Data section START
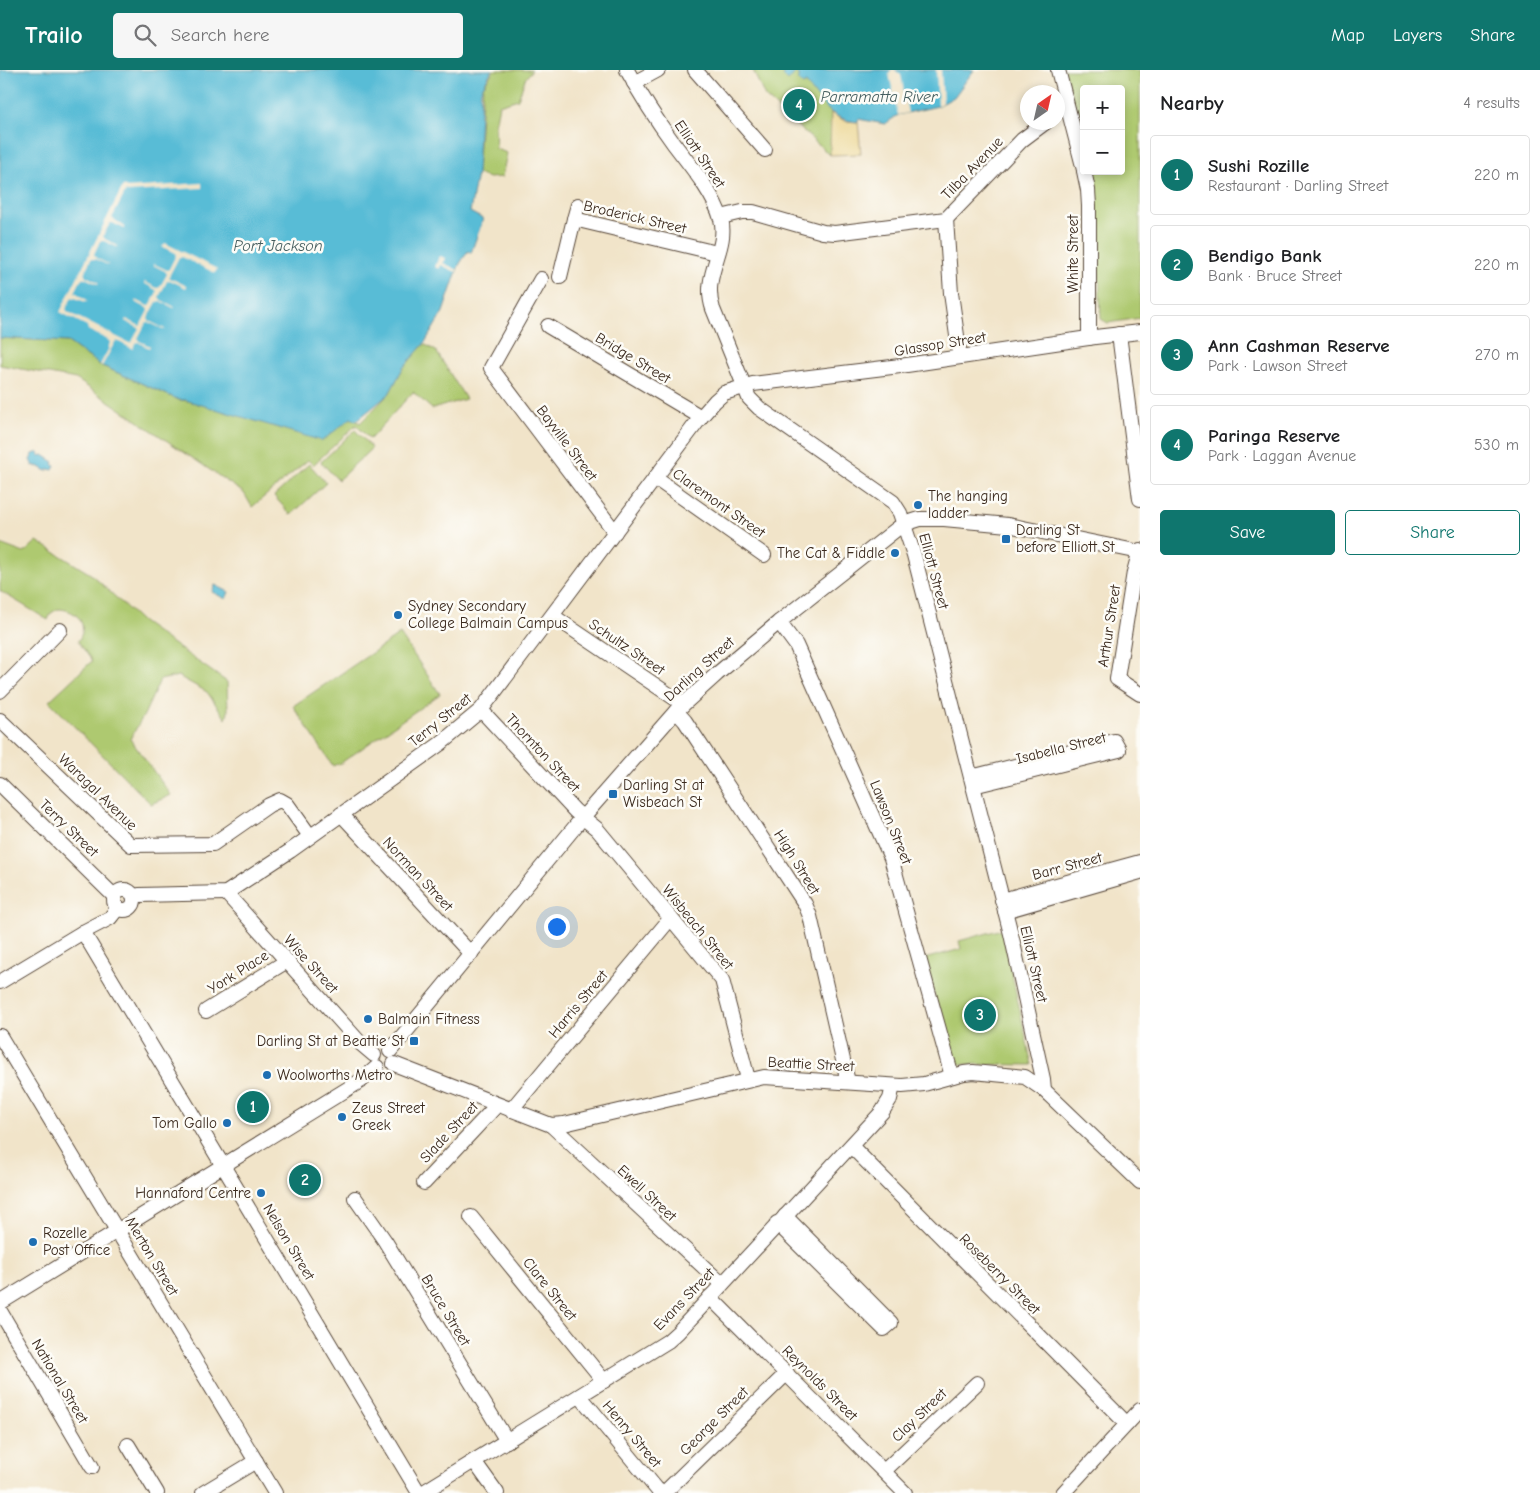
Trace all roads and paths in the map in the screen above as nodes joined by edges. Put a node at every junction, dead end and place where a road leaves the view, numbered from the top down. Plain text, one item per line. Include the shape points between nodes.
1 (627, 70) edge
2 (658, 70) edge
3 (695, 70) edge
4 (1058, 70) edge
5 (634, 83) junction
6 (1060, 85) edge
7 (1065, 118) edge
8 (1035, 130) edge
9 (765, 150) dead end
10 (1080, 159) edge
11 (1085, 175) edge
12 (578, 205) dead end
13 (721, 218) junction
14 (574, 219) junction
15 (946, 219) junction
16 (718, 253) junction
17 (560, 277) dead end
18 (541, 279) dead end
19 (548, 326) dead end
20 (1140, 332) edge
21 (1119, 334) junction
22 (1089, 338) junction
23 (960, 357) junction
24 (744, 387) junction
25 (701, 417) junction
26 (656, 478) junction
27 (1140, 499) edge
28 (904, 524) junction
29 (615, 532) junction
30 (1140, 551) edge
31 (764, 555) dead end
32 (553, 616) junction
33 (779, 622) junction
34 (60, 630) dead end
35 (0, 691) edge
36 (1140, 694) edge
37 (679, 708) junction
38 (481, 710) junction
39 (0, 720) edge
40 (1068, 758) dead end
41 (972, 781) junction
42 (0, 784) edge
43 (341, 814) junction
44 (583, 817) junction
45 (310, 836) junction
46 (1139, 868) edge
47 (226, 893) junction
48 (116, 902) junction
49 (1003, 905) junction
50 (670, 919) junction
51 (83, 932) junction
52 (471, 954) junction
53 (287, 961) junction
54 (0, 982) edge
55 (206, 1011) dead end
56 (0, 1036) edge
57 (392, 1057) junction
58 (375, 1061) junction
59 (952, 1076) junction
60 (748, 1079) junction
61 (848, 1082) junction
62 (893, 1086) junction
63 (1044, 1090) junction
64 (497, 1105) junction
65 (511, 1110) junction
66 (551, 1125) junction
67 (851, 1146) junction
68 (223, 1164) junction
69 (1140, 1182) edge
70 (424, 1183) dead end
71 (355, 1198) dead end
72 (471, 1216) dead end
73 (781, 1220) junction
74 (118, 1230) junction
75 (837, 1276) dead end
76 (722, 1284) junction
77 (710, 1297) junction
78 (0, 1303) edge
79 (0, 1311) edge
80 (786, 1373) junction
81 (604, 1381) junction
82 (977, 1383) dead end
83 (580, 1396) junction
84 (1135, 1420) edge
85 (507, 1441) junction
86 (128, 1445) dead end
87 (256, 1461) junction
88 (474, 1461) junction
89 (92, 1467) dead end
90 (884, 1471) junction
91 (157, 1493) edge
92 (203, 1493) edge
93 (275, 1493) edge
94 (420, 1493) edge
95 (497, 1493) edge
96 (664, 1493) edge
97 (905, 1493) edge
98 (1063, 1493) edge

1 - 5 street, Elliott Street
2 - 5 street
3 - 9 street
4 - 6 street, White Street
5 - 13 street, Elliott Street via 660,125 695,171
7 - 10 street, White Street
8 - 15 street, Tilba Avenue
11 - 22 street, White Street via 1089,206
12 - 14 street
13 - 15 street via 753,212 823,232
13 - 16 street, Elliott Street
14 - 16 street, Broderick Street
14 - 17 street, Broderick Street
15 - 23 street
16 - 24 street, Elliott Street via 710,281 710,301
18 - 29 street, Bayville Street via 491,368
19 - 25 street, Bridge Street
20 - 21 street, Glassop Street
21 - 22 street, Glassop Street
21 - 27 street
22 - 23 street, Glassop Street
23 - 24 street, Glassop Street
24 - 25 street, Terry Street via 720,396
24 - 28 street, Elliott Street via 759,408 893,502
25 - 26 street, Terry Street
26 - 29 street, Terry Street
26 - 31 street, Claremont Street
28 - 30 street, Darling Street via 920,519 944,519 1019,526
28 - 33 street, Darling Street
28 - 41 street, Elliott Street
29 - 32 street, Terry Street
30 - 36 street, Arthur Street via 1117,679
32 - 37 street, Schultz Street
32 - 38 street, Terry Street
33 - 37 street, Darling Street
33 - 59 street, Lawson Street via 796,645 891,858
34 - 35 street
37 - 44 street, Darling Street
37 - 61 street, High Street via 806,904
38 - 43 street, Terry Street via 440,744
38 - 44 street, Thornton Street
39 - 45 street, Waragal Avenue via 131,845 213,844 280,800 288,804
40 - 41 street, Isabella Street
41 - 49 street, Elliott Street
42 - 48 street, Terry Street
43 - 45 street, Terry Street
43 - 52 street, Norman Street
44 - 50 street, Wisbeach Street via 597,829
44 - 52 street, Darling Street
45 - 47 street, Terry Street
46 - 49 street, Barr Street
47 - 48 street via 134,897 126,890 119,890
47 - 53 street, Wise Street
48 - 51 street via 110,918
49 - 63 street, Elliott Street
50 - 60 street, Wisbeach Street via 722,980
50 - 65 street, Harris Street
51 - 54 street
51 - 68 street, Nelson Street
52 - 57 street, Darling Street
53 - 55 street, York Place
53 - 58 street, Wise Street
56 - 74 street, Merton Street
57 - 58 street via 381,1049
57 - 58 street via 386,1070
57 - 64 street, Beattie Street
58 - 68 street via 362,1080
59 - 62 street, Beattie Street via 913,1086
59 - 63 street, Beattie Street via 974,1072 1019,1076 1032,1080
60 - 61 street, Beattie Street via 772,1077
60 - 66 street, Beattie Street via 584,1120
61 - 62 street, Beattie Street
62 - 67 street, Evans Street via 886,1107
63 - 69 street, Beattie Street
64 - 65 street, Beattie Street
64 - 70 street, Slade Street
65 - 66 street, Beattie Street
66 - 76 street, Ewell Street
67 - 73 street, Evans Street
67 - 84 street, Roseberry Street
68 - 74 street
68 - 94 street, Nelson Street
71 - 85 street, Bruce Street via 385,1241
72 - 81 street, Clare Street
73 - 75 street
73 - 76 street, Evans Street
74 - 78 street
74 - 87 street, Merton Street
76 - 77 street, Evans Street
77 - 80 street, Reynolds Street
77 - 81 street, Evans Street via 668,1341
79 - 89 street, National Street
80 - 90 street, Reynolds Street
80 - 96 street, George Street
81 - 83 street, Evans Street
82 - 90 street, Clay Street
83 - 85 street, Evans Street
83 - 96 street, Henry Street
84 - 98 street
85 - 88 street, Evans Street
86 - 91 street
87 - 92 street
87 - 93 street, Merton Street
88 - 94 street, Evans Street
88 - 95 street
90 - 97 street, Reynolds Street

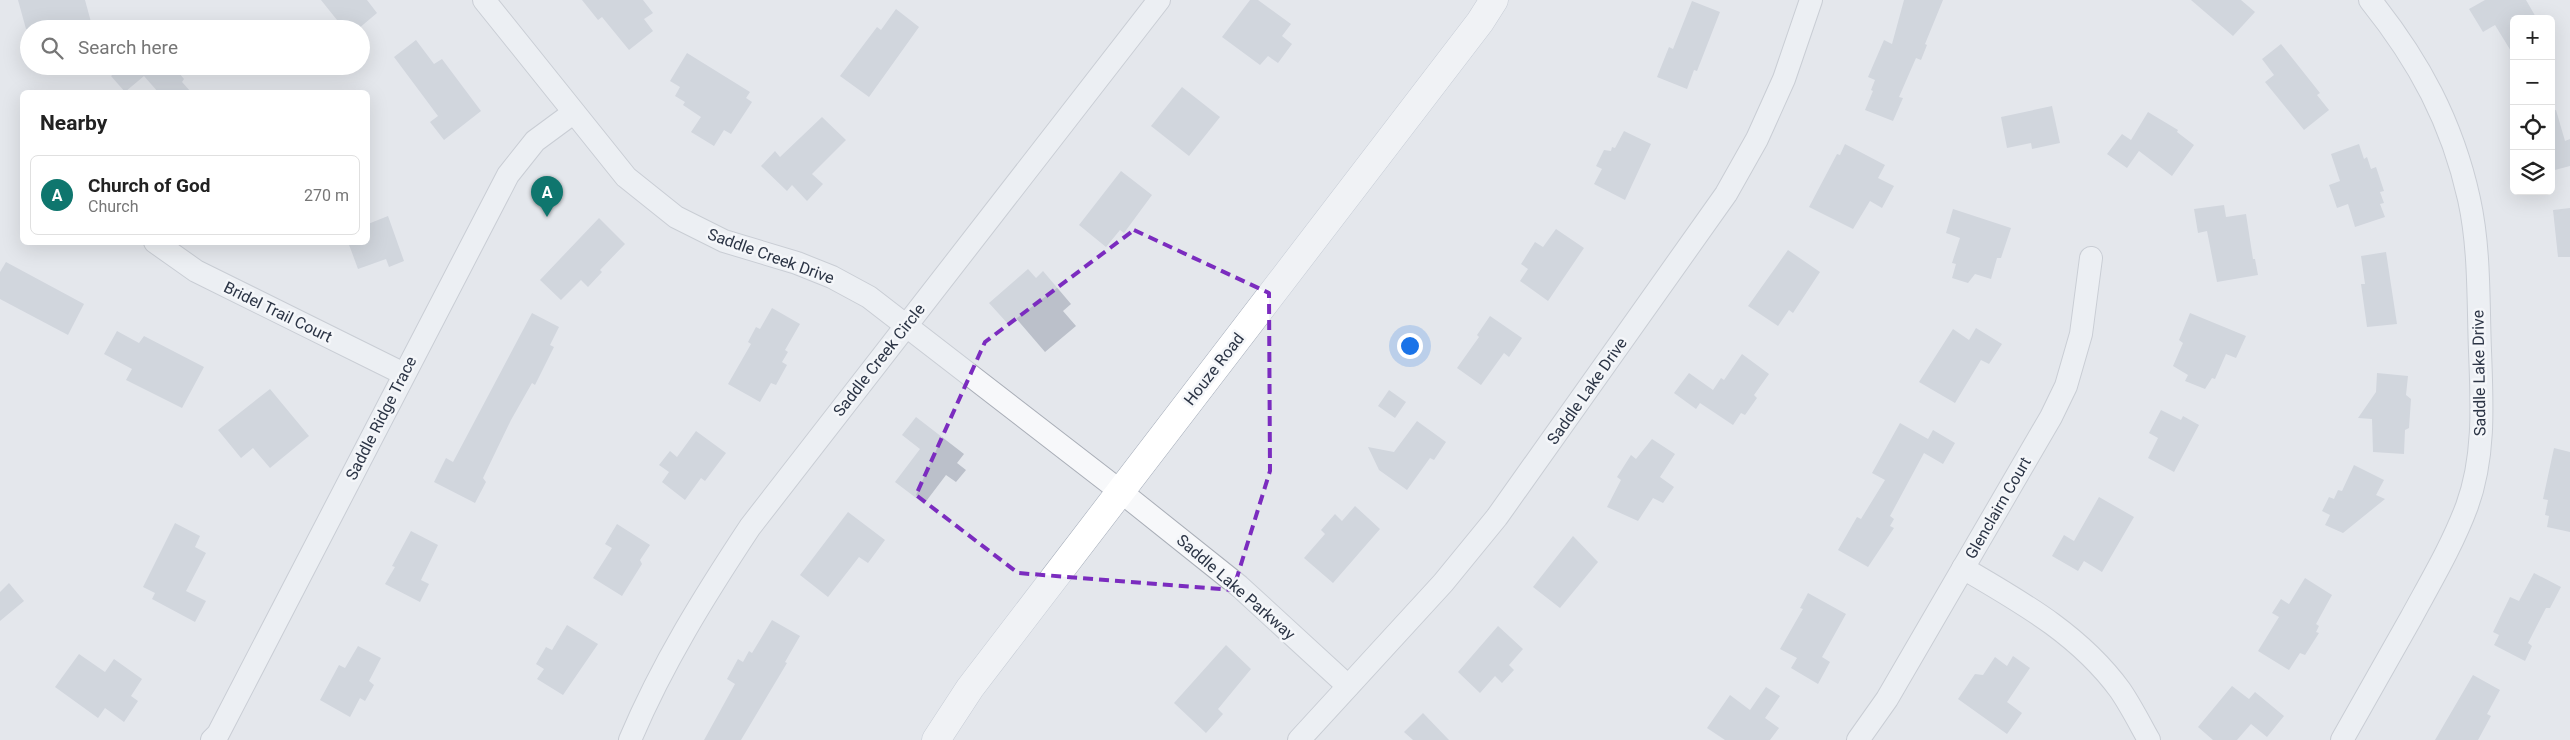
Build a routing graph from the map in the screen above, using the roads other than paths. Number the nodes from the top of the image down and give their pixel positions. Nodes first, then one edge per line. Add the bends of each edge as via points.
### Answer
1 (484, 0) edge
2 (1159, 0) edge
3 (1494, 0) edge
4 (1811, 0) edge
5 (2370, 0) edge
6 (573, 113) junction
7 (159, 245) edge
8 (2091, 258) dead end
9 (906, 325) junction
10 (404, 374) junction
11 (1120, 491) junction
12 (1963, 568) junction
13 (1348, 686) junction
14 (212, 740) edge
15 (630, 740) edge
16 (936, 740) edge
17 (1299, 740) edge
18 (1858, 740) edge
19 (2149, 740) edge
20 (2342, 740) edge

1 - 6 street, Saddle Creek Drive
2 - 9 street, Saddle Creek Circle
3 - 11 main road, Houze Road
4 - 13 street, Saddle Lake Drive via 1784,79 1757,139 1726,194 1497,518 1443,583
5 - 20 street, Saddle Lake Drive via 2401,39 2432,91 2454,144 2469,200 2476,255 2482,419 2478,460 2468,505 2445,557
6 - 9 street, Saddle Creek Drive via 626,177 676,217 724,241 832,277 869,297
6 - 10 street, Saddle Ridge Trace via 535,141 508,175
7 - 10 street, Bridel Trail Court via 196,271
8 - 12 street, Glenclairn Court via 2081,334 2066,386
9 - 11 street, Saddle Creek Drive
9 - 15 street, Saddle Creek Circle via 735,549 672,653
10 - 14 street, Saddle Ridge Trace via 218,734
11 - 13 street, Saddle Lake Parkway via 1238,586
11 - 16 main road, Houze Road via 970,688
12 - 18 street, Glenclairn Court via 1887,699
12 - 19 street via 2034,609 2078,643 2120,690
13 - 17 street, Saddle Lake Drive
Data section END
### Assigned task:
Please find every line in the records that contains the word "Glassop", and copy it out.

### Result for this task:
20 - 21 street, Glassop Street
21 - 22 street, Glassop Street
22 - 23 street, Glassop Street
23 - 24 street, Glassop Street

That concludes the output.